─── RECORD EXTRACTS ───

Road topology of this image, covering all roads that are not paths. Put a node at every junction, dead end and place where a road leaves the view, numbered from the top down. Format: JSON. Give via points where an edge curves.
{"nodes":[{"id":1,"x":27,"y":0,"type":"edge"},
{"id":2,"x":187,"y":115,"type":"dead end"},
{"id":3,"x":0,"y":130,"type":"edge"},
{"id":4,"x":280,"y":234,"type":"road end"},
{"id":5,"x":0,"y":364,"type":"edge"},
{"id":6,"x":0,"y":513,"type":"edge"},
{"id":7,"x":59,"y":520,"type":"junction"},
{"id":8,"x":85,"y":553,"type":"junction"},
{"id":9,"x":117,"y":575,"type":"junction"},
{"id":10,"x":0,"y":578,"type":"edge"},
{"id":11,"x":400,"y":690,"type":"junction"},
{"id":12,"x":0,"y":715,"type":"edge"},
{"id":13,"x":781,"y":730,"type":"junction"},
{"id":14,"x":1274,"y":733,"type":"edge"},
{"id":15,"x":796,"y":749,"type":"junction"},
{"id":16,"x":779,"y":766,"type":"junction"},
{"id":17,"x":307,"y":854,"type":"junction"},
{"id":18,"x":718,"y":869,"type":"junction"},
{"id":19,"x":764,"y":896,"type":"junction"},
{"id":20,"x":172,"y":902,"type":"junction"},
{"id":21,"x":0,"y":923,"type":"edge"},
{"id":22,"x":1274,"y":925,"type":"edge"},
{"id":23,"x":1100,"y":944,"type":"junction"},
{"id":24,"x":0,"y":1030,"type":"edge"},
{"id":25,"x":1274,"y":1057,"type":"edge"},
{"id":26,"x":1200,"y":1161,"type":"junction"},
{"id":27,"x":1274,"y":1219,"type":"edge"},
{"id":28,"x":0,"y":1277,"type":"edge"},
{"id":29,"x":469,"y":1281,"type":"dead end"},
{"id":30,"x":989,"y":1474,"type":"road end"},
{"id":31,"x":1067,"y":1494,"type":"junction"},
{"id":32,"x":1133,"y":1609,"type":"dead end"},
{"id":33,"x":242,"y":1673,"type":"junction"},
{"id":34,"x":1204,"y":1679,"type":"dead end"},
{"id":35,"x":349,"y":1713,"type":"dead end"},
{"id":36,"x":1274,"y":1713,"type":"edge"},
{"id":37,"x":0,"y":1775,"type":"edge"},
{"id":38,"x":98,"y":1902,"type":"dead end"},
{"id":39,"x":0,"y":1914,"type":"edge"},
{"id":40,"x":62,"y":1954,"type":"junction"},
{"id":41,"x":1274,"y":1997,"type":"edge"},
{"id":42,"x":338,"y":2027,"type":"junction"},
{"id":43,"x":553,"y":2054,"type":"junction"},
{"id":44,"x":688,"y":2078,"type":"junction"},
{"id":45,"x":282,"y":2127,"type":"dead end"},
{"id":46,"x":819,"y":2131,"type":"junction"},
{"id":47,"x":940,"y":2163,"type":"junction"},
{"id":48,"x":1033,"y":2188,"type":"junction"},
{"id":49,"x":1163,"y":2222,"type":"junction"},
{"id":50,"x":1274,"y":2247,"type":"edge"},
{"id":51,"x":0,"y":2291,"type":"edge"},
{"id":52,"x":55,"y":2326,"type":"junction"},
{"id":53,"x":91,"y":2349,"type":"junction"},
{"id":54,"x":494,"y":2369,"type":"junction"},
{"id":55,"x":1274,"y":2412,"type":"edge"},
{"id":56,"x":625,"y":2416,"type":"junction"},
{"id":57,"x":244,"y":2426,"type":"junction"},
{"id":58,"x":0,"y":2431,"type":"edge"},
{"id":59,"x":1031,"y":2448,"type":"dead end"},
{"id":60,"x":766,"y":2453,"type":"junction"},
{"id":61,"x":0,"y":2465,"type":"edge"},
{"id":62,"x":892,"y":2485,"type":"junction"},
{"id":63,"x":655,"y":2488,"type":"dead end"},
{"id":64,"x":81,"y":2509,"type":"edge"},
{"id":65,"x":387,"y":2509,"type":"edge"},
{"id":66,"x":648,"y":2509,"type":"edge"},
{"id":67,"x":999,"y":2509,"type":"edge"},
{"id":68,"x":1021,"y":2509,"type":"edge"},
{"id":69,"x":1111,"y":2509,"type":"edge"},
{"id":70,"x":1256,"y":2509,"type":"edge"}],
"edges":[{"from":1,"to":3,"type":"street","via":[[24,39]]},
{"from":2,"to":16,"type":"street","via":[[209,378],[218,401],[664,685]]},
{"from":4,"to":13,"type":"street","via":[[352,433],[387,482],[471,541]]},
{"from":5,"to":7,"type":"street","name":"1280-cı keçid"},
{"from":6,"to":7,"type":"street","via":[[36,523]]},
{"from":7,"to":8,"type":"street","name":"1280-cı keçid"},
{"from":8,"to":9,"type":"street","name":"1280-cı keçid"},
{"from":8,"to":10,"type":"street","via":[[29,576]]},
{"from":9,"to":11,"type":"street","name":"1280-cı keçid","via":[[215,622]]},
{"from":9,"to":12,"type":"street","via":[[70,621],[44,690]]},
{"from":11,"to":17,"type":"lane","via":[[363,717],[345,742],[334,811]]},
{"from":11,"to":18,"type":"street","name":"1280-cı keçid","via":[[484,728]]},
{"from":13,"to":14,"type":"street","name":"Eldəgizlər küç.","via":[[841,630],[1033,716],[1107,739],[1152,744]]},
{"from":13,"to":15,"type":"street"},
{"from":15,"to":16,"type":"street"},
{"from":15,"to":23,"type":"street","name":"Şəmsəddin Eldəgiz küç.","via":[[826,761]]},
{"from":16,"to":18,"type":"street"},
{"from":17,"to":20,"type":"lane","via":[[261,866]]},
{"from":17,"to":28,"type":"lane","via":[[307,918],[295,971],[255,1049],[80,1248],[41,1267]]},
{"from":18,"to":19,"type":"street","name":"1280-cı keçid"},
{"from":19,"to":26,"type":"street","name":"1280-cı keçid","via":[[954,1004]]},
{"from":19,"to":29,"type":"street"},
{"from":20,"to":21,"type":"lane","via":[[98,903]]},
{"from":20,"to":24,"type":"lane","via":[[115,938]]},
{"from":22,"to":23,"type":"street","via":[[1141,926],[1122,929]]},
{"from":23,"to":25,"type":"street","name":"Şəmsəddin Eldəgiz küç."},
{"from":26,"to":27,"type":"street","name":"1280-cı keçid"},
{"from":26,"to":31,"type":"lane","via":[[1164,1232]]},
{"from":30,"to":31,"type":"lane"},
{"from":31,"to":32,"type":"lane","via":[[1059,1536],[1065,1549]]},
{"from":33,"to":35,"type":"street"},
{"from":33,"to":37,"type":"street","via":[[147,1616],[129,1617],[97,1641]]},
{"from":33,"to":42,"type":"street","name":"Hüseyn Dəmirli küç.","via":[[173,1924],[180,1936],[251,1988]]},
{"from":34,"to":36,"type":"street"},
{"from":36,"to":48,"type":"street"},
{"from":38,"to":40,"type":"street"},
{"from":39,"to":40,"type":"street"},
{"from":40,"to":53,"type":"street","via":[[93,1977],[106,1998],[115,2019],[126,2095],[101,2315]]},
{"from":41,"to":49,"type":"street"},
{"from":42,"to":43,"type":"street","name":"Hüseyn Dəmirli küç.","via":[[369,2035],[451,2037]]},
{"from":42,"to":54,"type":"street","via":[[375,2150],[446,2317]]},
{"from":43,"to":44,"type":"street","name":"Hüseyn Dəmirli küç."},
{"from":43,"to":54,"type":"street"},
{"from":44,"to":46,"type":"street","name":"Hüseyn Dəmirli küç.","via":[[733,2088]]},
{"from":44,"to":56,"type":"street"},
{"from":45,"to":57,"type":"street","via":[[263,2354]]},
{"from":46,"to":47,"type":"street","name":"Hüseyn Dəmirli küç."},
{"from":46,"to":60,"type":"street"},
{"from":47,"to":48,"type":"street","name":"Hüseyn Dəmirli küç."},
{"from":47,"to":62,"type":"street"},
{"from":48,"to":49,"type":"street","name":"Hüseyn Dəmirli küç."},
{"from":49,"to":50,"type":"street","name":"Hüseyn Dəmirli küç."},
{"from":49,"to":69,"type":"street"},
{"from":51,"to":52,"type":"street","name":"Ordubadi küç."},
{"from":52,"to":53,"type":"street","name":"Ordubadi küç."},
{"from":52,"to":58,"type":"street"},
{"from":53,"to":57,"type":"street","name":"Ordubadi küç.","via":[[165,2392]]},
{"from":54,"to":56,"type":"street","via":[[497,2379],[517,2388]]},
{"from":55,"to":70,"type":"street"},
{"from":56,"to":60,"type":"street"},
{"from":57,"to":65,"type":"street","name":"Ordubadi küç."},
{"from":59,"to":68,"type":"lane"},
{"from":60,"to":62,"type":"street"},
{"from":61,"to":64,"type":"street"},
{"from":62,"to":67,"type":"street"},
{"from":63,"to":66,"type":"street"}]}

───
─── RECORD EXTRACTS ───

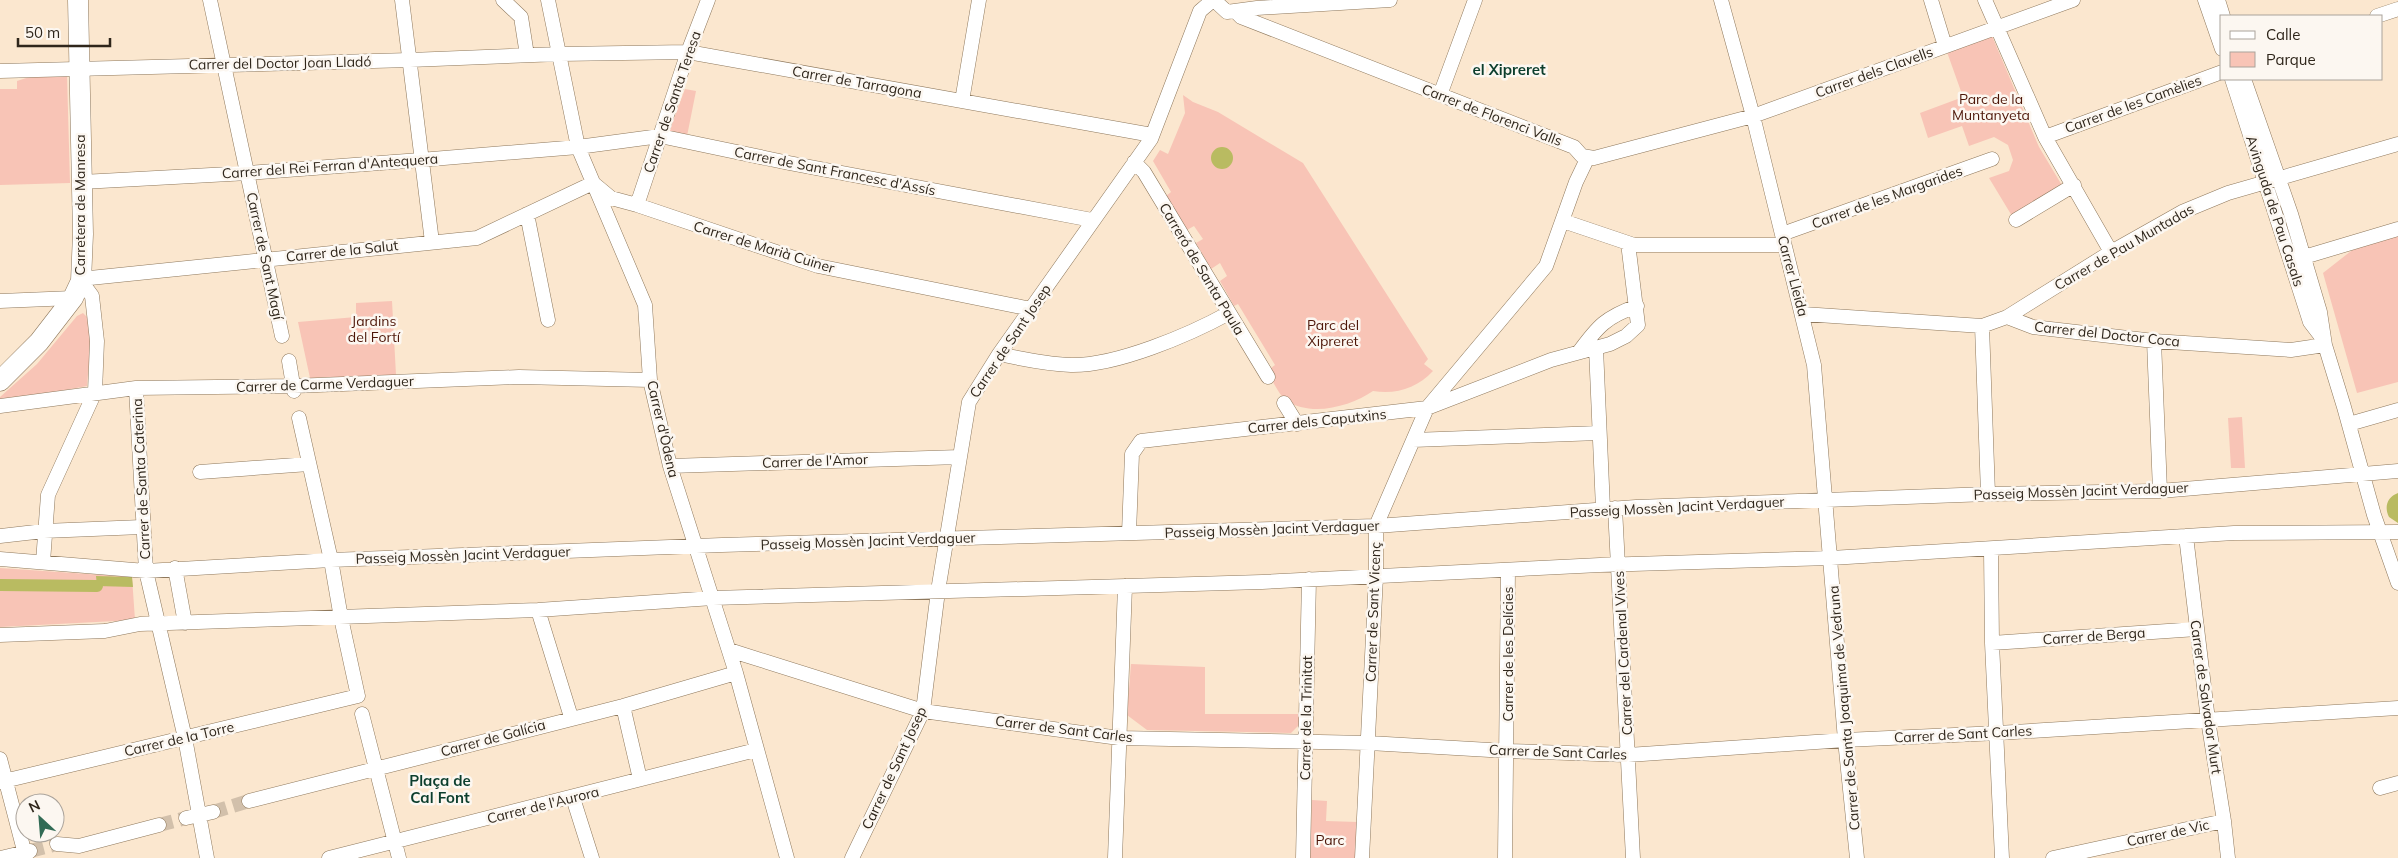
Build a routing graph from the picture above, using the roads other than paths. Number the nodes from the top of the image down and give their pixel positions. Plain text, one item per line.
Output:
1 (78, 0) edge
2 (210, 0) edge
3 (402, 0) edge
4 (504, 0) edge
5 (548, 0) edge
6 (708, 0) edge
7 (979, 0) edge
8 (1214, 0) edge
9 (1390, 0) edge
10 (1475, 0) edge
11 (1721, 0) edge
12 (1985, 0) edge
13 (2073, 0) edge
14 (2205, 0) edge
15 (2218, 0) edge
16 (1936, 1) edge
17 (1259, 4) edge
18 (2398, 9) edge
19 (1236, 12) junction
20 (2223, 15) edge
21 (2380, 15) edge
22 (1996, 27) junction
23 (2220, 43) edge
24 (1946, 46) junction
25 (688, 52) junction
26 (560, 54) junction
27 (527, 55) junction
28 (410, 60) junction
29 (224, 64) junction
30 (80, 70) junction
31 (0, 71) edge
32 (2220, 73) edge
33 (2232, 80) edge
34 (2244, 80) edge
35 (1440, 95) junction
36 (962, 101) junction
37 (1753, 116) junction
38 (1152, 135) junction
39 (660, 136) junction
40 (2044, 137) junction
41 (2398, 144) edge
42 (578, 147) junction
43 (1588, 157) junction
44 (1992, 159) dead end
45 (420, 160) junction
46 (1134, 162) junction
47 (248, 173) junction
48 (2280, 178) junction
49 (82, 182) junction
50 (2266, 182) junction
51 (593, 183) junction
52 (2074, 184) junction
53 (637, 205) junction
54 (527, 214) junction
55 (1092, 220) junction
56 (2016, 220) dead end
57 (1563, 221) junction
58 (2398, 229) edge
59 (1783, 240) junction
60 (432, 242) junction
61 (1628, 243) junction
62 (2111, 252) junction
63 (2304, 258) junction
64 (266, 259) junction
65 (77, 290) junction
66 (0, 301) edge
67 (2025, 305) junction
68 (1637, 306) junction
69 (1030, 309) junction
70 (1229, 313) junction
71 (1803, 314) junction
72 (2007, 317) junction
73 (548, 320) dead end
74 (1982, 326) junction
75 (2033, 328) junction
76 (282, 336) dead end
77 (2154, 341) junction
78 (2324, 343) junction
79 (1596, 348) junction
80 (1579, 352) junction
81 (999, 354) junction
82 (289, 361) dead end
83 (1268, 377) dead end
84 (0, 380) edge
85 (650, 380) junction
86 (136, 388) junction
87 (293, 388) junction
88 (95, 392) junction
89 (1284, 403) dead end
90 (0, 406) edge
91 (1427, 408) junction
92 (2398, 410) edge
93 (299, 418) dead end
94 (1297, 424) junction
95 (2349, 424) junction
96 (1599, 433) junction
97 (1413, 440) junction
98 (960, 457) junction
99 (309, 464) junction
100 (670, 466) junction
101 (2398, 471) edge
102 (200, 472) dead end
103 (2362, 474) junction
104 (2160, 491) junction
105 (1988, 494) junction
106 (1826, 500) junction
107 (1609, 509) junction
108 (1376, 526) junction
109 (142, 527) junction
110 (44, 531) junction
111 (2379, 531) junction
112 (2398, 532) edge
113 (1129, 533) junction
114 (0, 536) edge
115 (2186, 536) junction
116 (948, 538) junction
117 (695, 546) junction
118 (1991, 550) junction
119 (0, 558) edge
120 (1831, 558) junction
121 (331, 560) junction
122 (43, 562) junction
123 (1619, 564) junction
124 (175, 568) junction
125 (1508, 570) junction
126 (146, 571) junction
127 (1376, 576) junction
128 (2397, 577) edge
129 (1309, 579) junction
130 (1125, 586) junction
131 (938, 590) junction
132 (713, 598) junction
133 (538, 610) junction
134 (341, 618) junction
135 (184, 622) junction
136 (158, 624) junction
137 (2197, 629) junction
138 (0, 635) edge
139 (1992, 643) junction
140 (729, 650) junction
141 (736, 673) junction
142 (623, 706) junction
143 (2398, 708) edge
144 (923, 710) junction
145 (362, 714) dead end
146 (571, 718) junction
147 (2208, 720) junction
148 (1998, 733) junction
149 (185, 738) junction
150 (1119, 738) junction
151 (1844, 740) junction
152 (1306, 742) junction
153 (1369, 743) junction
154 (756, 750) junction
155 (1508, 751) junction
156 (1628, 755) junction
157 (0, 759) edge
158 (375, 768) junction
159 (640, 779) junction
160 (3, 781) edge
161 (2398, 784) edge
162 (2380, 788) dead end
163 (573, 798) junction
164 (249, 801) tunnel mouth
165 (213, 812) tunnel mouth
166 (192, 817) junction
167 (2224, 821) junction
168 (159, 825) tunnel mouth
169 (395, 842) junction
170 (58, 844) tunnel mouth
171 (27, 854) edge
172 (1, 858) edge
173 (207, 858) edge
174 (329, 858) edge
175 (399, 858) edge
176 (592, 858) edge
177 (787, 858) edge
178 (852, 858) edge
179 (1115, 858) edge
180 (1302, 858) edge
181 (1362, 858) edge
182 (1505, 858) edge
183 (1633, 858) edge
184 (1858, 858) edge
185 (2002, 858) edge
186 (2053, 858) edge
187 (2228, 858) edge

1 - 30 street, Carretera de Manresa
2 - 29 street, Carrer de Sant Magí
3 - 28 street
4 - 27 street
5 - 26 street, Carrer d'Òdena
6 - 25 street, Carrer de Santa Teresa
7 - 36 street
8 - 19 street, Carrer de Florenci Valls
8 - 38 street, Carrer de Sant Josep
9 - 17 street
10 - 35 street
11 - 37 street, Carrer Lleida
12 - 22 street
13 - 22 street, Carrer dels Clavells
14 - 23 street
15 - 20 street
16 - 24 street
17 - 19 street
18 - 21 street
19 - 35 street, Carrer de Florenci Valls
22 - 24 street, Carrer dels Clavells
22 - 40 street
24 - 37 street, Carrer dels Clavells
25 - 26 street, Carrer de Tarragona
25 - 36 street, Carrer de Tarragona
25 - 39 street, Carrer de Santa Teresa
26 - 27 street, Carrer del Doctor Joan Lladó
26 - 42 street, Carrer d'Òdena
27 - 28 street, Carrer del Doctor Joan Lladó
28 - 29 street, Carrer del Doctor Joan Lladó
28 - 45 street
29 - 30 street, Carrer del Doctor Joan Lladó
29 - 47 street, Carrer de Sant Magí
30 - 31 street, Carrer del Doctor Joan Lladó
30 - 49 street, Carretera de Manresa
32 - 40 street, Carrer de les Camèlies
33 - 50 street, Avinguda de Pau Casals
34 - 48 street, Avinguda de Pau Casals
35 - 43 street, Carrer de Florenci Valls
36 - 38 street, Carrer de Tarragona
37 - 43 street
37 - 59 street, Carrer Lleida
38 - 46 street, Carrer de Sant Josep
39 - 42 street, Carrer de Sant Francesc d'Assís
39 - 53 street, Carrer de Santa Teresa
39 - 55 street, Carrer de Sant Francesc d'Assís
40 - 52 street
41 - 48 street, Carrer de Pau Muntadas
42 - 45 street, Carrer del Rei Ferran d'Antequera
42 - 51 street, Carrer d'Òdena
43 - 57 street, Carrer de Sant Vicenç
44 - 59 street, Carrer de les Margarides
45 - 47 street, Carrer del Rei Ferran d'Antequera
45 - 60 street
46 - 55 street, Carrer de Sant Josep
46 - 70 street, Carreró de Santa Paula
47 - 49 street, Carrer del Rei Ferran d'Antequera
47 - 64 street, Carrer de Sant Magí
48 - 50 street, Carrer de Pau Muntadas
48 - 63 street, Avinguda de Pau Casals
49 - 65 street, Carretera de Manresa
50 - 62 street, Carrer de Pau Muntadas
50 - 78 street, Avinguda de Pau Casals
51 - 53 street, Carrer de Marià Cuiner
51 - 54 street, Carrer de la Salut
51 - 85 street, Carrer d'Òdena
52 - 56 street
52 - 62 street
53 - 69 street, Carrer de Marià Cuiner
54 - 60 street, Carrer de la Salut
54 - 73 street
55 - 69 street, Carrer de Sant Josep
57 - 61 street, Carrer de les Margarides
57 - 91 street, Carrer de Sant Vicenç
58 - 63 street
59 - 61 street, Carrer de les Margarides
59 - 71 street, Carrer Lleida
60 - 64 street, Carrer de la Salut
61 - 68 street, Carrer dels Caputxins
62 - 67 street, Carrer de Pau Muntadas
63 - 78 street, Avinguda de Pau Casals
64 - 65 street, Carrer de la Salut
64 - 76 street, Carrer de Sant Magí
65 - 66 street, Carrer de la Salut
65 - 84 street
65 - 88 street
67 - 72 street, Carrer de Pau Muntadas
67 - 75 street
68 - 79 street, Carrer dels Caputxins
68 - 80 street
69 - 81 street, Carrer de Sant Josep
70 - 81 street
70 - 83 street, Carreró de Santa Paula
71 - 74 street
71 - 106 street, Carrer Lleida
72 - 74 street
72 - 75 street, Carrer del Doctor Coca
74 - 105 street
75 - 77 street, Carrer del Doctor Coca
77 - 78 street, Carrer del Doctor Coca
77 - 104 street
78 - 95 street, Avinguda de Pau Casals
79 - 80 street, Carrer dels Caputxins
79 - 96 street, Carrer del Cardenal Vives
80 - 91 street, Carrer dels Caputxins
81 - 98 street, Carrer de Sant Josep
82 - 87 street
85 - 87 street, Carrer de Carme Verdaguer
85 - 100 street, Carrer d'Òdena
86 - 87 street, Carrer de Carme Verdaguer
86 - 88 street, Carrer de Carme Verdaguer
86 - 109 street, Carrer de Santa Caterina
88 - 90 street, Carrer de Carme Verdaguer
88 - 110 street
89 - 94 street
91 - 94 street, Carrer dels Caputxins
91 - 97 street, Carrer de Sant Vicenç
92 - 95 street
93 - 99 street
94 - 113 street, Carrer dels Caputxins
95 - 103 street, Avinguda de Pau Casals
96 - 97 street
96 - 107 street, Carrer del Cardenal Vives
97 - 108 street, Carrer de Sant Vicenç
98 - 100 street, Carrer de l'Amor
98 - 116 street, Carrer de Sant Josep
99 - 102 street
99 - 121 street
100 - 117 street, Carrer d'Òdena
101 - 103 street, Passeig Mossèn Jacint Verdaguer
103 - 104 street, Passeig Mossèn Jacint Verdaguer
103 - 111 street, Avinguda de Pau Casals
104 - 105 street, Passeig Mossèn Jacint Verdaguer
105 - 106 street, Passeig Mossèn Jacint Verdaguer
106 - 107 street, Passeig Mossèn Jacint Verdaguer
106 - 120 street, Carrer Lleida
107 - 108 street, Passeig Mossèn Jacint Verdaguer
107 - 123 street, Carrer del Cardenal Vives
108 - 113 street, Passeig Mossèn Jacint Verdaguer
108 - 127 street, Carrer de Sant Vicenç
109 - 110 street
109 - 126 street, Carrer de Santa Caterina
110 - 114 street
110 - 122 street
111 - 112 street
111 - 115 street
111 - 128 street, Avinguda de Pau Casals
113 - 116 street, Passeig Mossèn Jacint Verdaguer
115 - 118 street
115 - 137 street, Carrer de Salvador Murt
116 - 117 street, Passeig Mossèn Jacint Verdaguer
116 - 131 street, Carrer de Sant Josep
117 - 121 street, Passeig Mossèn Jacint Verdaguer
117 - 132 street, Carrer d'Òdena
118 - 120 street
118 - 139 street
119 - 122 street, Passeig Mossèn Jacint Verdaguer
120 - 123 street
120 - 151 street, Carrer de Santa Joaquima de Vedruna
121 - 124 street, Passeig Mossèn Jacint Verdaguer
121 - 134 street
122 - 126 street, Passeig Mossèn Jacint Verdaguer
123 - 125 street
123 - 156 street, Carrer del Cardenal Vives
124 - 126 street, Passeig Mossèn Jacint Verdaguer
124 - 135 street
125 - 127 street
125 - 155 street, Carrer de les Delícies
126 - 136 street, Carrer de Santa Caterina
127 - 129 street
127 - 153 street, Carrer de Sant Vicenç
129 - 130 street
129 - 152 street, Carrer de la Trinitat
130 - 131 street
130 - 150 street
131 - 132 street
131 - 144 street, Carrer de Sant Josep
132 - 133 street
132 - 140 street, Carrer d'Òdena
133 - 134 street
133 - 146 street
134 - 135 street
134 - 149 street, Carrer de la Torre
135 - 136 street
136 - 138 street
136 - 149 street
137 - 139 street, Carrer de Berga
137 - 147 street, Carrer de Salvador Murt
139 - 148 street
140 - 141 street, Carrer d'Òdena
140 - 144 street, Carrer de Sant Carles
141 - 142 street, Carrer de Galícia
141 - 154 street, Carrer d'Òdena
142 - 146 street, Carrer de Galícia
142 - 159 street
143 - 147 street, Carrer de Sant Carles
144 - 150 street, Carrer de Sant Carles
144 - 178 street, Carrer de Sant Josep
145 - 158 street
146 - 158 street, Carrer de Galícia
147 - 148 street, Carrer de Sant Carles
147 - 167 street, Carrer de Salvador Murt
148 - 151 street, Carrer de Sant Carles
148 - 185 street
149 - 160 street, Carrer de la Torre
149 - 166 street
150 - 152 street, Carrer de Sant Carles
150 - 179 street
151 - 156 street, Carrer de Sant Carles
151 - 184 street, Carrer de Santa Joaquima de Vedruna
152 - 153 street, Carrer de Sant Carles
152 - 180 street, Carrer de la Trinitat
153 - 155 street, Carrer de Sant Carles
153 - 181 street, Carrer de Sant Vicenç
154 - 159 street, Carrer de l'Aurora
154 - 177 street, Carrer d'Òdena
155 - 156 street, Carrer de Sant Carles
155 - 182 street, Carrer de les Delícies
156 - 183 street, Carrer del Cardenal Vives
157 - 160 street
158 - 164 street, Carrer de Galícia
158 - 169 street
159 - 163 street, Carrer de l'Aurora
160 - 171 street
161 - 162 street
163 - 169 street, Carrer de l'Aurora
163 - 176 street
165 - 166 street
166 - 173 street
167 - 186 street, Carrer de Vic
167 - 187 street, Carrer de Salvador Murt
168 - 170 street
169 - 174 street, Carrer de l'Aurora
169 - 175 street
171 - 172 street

───

▸ **WHAT IS NEEDED**
Copy each line holding the word "nodes" from the listing above.

▸ **FINISHED EXERCISE**
{"nodes":[{"id":1,"x":27,"y":0,"type":"edge"},
Build a routing graph from the picture above, using the roads other than paths. Number the nodes from the top of the image down and give their pixel positions. Plain text, one item per line.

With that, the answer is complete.